When you copy the material below, keep every line exact and omit the pictures.
--- Data provided Enclosed Below ---
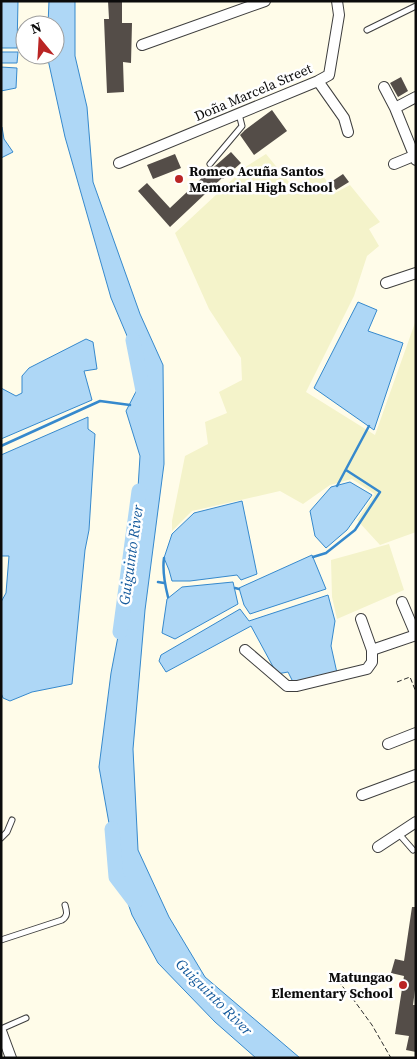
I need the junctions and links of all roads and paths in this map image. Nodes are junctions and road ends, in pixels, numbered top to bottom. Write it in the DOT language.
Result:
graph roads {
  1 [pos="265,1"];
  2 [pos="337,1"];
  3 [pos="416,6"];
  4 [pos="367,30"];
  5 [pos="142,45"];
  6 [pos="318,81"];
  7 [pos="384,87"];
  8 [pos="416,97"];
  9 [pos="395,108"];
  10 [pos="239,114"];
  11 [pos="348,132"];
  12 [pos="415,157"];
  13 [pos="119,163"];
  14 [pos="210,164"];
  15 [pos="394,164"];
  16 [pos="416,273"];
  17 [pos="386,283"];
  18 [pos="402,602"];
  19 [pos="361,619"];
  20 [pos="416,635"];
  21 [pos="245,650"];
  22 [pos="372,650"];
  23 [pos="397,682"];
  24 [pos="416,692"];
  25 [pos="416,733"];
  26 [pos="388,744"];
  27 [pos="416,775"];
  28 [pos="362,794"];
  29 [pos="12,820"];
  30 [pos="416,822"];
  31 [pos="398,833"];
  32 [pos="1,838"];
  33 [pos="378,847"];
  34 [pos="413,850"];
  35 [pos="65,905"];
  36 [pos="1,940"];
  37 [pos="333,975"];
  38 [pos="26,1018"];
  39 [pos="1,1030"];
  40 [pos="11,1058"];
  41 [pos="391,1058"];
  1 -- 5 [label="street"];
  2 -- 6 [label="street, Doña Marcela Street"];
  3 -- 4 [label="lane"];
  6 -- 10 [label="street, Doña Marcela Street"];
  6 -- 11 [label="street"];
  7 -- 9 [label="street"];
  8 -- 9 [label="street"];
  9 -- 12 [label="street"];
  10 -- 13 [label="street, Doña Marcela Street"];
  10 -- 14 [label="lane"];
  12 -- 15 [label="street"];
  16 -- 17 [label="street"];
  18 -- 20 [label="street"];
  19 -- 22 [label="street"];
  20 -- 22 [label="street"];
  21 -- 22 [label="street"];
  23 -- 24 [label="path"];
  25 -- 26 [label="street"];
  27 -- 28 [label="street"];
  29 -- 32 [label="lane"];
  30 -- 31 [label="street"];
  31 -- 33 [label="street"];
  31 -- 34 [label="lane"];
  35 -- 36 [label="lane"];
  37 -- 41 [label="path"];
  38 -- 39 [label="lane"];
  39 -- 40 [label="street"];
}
--- End of Enclosed Data provided ---
> Task output:
I need the junctions and links of all roads and paths in this map image. Nodes are junctions and road ends, in pixels, numbered top to bottom. Write it in the DOT language.
Result:
graph roads {
  1 [pos="265,1"];
  2 [pos="337,1"];
  3 [pos="416,6"];
  4 [pos="367,30"];
  5 [pos="142,45"];
  6 [pos="318,81"];
  7 [pos="384,87"];
  8 [pos="416,97"];
  9 [pos="395,108"];
  10 [pos="239,114"];
  11 [pos="348,132"];
  12 [pos="415,157"];
  13 [pos="119,163"];
  14 [pos="210,164"];
  15 [pos="394,164"];
  16 [pos="416,273"];
  17 [pos="386,283"];
  18 [pos="402,602"];
  19 [pos="361,619"];
  20 [pos="416,635"];
  21 [pos="245,650"];
  22 [pos="372,650"];
  23 [pos="397,682"];
  24 [pos="416,692"];
  25 [pos="416,733"];
  26 [pos="388,744"];
  27 [pos="416,775"];
  28 [pos="362,794"];
  29 [pos="12,820"];
  30 [pos="416,822"];
  31 [pos="398,833"];
  32 [pos="1,838"];
  33 [pos="378,847"];
  34 [pos="413,850"];
  35 [pos="65,905"];
  36 [pos="1,940"];
  37 [pos="333,975"];
  38 [pos="26,1018"];
  39 [pos="1,1030"];
  40 [pos="11,1058"];
  41 [pos="391,1058"];
  1 -- 5 [label="street"];
  2 -- 6 [label="street, Doña Marcela Street"];
  3 -- 4 [label="lane"];
  6 -- 10 [label="street, Doña Marcela Street"];
  6 -- 11 [label="street"];
  7 -- 9 [label="street"];
  8 -- 9 [label="street"];
  9 -- 12 [label="street"];
  10 -- 13 [label="street, Doña Marcela Street"];
  10 -- 14 [label="lane"];
  12 -- 15 [label="street"];
  16 -- 17 [label="street"];
  18 -- 20 [label="street"];
  19 -- 22 [label="street"];
  20 -- 22 [label="street"];
  21 -- 22 [label="street"];
  23 -- 24 [label="path"];
  25 -- 26 [label="street"];
  27 -- 28 [label="street"];
  29 -- 32 [label="lane"];
  30 -- 31 [label="street"];
  31 -- 33 [label="street"];
  31 -- 34 [label="lane"];
  35 -- 36 [label="lane"];
  37 -- 41 [label="path"];
  38 -- 39 [label="lane"];
  39 -- 40 [label="street"];
}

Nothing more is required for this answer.